Amanda Sorensen is a PhD candidate at the University of Maryland College of Information Studies where she is a part of the Recovery and Reuse of Archival Data Lab and the Center for Archival Futures. She holds an MA in Anthropology from the University of British Columbia. Broadly, Amanda’s research focuses on cultural heritage databases, museum information systems, and curatorial and material culture studies. She recently worked as an Anne Ray Intern at the School for Advanced Research in Santa Fe, NM, and in 2019, Amanda completed a graduate fellowship at the Smithsonian Institution’s National Museum of Natural History.
ᎠᏴ ᎪᎳᏄ ᏓᏆᏙᎠ. ᏌᎶᎵ ᎤᎾᏓᏢ ᏂᎦᏘᏲ ᎠᏆᎨᎵ ᎨᏟᏙᎯᏃ. ᏃᏊ ᏥᏄᏓᎴ ᏥᏎᎩᏳᏍᏗ ᏥᎦᏚᏩᎩ. Ia Bull (Gaduwagi) is a queer archivist and scholar. They are a 2nd-year PhD student at the University of Maryland College of Information Studies (iSchool), and a member of the Recovering & Reusing Archival Data (RRAD) Lab and the Center for Archival Futures (CAFe). They have an MLIS (Archives Cert.) from the University of Oklahoma and a BA in Cherokee Language Revitalization from Northeastern State University. Their current work concerns culturally competent information systems for language revitalization efforts. They have been a part of parts projects including the Natchez Indigital Community Archive, Mapping Tahlequah History, and have worked at such institutions as the Helmerich Center for American Research at the Gilcrease Museum and the Cherokee Heritage Archives as an archival professional.
Diana Marsh is an Assistant Professor of Archives and Digital Curation at the University of Maryland’s College of Information Studies (iSchool) and current member of the Society of American Archivists’ new Archival Repatriation Committee. She previously worked at the Smithsonian’s National Anthropological Archives and American Philosophical Society. Her current work focuses on improving discovery of Native and Indigenous collections held in colonial repositories.

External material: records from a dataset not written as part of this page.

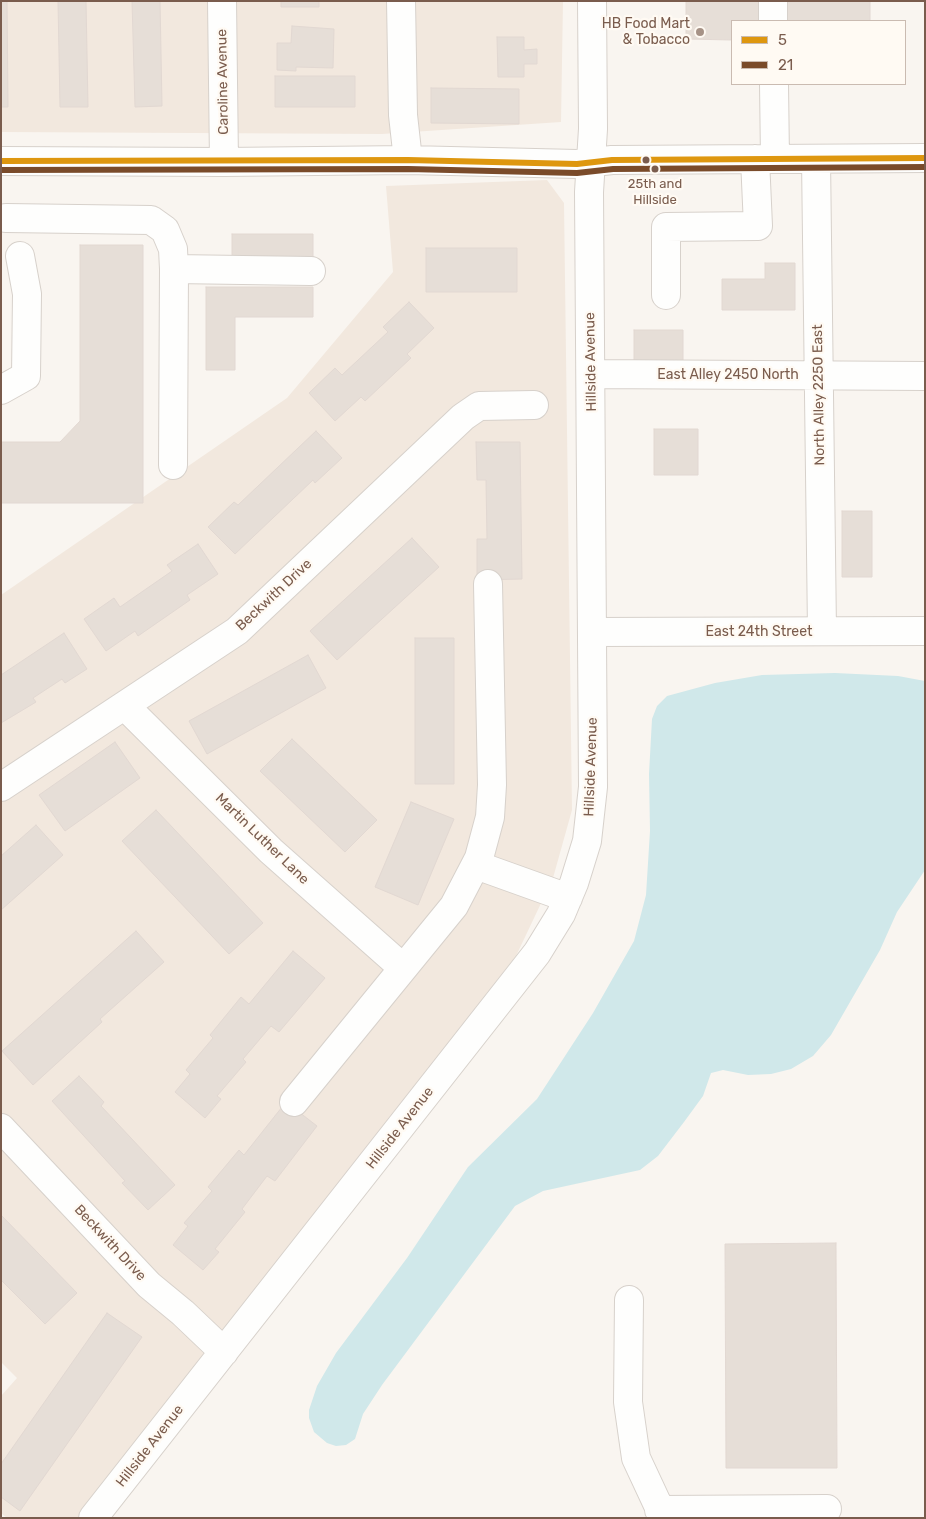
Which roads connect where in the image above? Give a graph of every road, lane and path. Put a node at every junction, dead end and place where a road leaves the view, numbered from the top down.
1 (222, 1) edge
2 (401, 1) edge
3 (592, 1) edge
4 (773, 1) edge
5 (773, 20) edge
6 (774, 85) edge
7 (925, 158) edge
8 (765, 159) junction
9 (816, 159) junction
10 (408, 160) junction
11 (1, 161) edge
12 (224, 162) junction
13 (592, 162) junction
14 (4, 218) edge
15 (11, 261) edge
16 (174, 270) junction
17 (311, 271) dead end
18 (666, 295) dead end
19 (591, 374) junction
20 (819, 376) junction
21 (925, 376) edge
22 (1, 390) edge
23 (534, 404) dead end
24 (173, 465) dead end
25 (488, 584) dead end
26 (925, 631) edge
27 (593, 632) junction
28 (822, 632) junction
29 (125, 706) junction
30 (1, 788) edge
31 (476, 865) junction
32 (568, 898) junction
33 (403, 968) junction
34 (294, 1102) dead end
35 (1, 1128) edge
36 (629, 1300) dead end
37 (224, 1352) junction
38 (827, 1510) dead end
39 (662, 1514) edge
40 (93, 1518) edge

1 - 12 street, Caroline Avenue
2 - 10 street
3 - 13 street, Hillside Avenue
4 - 5 street
6 - 8 street
7 - 9 street
8 - 9 street
8 - 13 street
8 - 18 street
9 - 20 street, North Alley 2250 East
10 - 12 street
10 - 13 street
11 - 12 street
13 - 19 street, Hillside Avenue
14 - 15 street
14 - 16 street
15 - 22 street
16 - 17 street
16 - 24 street
19 - 20 street, East Alley 2450 North
19 - 27 street, Hillside Avenue
20 - 21 street, East Alley 2450 North
20 - 28 street, North Alley 2250 East
23 - 29 street, Beckwith Drive
25 - 31 street
26 - 28 street, East 24th Street
27 - 28 street, East 24th Street
27 - 32 street, Hillside Avenue
29 - 30 street, Beckwith Drive
29 - 33 street, Martin Luther Lane
31 - 32 street
31 - 33 street
32 - 37 street, Hillside Avenue
33 - 34 street
35 - 37 street, Beckwith Drive
36 - 39 street
37 - 40 street, Hillside Avenue
38 - 39 street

Samantha Lee is an historical archaeologist studying American chattel slavery. She received her PhD in Anthropology from the University of Maryland, College Park and also holds an MA in Applied Anthropology and an MA in Historic Preservation from UMD. Samantha’s research focuses on enslaved childhoods in the nineteenth century United States and how they may be represented and understood archaeologically.
Notes
[1] One exception is the Smithsonian Institution, which is covered by the National Museum of the American Indian Act, which immediately preceded NAGPRA, and requires similar actions.